- _Exercise instructions_: Look for "Turn every road, lane" in the records below, then copy that line and every line after it, exactly and with nothing added.

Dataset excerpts
★ ★ ★ ★ ★ ★ ★

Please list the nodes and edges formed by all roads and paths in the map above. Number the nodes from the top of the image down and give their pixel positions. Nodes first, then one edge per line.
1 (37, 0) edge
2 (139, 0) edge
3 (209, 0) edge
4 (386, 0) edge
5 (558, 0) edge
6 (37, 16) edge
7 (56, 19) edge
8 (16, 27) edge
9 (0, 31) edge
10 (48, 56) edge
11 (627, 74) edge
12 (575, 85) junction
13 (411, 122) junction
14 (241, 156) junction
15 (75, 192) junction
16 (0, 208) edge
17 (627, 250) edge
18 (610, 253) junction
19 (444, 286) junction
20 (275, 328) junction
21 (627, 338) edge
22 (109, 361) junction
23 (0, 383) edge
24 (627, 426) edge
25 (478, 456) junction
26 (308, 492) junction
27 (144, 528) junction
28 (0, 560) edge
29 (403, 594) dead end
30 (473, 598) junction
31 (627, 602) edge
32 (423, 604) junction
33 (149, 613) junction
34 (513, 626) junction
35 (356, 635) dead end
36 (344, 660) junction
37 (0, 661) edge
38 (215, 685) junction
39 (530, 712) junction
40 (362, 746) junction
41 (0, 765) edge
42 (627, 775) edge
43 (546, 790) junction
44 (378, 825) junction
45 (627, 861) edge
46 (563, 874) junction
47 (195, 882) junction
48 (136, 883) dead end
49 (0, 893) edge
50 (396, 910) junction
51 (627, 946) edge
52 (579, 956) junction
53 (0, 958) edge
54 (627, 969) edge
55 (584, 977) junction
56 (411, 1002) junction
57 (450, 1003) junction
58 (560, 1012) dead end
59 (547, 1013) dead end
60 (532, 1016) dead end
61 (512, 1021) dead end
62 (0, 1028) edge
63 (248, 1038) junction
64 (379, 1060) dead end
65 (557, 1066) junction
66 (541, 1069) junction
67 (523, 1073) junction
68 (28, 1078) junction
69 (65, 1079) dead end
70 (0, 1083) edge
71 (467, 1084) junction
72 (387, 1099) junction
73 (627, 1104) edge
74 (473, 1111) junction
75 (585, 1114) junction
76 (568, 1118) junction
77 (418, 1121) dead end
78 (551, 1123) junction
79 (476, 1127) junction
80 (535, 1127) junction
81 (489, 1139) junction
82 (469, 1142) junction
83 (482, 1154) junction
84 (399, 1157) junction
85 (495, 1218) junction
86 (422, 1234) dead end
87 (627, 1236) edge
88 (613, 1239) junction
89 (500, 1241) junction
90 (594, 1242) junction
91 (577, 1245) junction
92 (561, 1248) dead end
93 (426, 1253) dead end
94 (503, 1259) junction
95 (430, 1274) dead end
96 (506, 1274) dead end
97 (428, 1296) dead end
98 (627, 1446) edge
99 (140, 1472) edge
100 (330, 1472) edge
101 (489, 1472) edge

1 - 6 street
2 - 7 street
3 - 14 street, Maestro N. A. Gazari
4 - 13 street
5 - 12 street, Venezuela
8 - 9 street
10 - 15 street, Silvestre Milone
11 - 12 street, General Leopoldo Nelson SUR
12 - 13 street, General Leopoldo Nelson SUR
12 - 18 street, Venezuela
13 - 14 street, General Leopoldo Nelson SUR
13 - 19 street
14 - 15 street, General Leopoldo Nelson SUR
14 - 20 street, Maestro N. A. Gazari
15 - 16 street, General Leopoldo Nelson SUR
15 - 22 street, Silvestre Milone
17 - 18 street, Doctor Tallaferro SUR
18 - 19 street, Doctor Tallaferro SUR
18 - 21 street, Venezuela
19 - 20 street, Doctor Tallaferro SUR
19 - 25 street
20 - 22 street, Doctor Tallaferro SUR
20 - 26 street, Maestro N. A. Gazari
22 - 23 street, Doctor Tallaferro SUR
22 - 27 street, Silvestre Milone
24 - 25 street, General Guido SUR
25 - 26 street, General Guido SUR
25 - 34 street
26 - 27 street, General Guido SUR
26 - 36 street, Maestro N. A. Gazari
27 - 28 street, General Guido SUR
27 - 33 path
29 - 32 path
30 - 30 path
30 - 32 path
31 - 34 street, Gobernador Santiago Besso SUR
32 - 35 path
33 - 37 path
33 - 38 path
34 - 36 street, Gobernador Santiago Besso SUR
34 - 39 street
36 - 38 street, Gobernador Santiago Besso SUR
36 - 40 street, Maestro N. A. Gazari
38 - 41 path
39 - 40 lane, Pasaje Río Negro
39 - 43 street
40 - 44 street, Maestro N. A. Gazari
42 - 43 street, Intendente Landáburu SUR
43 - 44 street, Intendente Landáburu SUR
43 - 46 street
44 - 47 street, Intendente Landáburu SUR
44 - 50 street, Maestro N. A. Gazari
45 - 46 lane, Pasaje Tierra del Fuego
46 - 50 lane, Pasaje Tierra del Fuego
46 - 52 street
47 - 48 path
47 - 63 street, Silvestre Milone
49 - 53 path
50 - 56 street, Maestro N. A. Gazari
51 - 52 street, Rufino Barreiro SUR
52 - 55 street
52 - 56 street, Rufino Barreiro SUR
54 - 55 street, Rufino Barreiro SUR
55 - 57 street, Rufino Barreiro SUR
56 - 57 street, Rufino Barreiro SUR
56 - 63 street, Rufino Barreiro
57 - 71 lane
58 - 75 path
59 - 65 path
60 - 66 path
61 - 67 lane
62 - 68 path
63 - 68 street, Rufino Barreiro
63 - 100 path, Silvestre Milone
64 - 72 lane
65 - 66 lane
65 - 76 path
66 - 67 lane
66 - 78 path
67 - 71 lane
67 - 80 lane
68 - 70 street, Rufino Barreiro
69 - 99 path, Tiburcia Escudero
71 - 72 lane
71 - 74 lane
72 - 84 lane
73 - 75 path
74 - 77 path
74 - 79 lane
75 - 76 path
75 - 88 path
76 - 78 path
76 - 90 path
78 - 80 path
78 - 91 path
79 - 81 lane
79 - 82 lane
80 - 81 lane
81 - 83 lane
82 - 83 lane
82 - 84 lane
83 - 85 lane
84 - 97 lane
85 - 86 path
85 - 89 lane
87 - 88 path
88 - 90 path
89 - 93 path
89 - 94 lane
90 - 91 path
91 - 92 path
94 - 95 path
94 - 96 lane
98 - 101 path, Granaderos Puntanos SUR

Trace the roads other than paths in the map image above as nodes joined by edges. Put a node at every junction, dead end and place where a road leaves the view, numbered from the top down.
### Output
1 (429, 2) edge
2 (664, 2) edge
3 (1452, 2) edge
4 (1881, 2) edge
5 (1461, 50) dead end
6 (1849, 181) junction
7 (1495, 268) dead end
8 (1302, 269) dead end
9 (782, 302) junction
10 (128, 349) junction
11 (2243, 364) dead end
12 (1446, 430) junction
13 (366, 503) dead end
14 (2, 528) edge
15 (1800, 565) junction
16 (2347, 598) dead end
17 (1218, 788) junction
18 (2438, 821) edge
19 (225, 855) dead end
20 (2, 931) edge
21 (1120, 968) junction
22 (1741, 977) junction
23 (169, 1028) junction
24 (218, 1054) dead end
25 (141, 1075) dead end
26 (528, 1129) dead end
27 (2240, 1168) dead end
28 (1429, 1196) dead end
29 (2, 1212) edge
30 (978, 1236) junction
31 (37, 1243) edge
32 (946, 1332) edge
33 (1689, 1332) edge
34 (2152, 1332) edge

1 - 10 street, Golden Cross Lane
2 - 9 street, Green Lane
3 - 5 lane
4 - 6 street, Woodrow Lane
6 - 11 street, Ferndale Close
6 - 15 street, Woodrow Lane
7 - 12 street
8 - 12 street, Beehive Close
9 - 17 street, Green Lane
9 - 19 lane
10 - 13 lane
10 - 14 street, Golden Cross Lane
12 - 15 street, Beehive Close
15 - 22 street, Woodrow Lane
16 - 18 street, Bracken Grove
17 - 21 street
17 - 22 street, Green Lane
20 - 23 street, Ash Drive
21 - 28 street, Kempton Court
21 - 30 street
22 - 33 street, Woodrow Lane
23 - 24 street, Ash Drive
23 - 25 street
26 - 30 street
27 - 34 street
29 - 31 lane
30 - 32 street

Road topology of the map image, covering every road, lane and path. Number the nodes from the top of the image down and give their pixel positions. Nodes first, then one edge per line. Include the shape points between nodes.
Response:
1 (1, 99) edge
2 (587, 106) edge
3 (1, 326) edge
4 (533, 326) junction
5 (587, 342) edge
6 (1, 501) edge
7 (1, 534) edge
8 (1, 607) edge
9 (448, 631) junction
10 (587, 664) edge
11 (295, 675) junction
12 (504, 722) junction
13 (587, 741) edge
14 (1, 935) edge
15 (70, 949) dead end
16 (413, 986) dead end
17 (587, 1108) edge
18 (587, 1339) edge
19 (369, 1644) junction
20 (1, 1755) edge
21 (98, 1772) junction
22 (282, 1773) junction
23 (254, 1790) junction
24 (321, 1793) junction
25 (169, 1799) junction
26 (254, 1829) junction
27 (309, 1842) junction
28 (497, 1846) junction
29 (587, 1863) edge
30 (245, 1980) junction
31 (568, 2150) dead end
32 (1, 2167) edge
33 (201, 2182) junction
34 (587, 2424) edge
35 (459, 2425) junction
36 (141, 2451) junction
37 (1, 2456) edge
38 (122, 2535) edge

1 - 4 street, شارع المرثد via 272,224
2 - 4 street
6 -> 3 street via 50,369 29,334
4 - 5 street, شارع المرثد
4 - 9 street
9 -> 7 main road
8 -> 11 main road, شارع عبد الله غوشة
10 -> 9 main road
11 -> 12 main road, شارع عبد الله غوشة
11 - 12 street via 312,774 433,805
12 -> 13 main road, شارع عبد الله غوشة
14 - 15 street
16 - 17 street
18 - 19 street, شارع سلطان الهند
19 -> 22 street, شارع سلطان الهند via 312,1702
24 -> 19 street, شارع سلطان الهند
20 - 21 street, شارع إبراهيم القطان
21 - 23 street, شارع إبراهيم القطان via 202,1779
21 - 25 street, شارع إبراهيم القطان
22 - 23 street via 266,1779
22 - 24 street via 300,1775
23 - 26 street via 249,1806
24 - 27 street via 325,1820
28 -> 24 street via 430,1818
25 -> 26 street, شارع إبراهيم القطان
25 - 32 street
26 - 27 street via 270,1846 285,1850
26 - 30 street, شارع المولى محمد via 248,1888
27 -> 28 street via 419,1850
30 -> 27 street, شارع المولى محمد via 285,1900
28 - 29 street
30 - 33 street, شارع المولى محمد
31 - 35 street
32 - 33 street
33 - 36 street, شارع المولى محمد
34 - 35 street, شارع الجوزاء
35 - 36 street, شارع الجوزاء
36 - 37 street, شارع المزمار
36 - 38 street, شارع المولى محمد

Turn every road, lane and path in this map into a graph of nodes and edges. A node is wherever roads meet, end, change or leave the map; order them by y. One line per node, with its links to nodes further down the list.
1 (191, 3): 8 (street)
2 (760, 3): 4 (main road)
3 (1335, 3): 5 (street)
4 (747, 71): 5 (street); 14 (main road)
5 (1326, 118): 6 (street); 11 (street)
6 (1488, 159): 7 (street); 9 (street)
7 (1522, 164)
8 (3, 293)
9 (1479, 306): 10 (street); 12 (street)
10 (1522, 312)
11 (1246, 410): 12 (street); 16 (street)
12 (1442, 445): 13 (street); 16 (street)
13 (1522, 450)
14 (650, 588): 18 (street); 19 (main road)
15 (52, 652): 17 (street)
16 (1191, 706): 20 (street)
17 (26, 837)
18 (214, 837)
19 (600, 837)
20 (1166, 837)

★ ★ ★ ★ ★ ★ ★

- _Finished task_:
Turn every road, lane and path in this map into a graph of nodes and edges. A node is wherever roads meet, end, change or leave the map; order them by y. One line per node, with its links to nodes further down the list.
1 (191, 3): 8 (street)
2 (760, 3): 4 (main road)
3 (1335, 3): 5 (street)
4 (747, 71): 5 (street); 14 (main road)
5 (1326, 118): 6 (street); 11 (street)
6 (1488, 159): 7 (street); 9 (street)
7 (1522, 164)
8 (3, 293)
9 (1479, 306): 10 (street); 12 (street)
10 (1522, 312)
11 (1246, 410): 12 (street); 16 (street)
12 (1442, 445): 13 (street); 16 (street)
13 (1522, 450)
14 (650, 588): 18 (street); 19 (main road)
15 (52, 652): 17 (street)
16 (1191, 706): 20 (street)
17 (26, 837)
18 (214, 837)
19 (600, 837)
20 (1166, 837)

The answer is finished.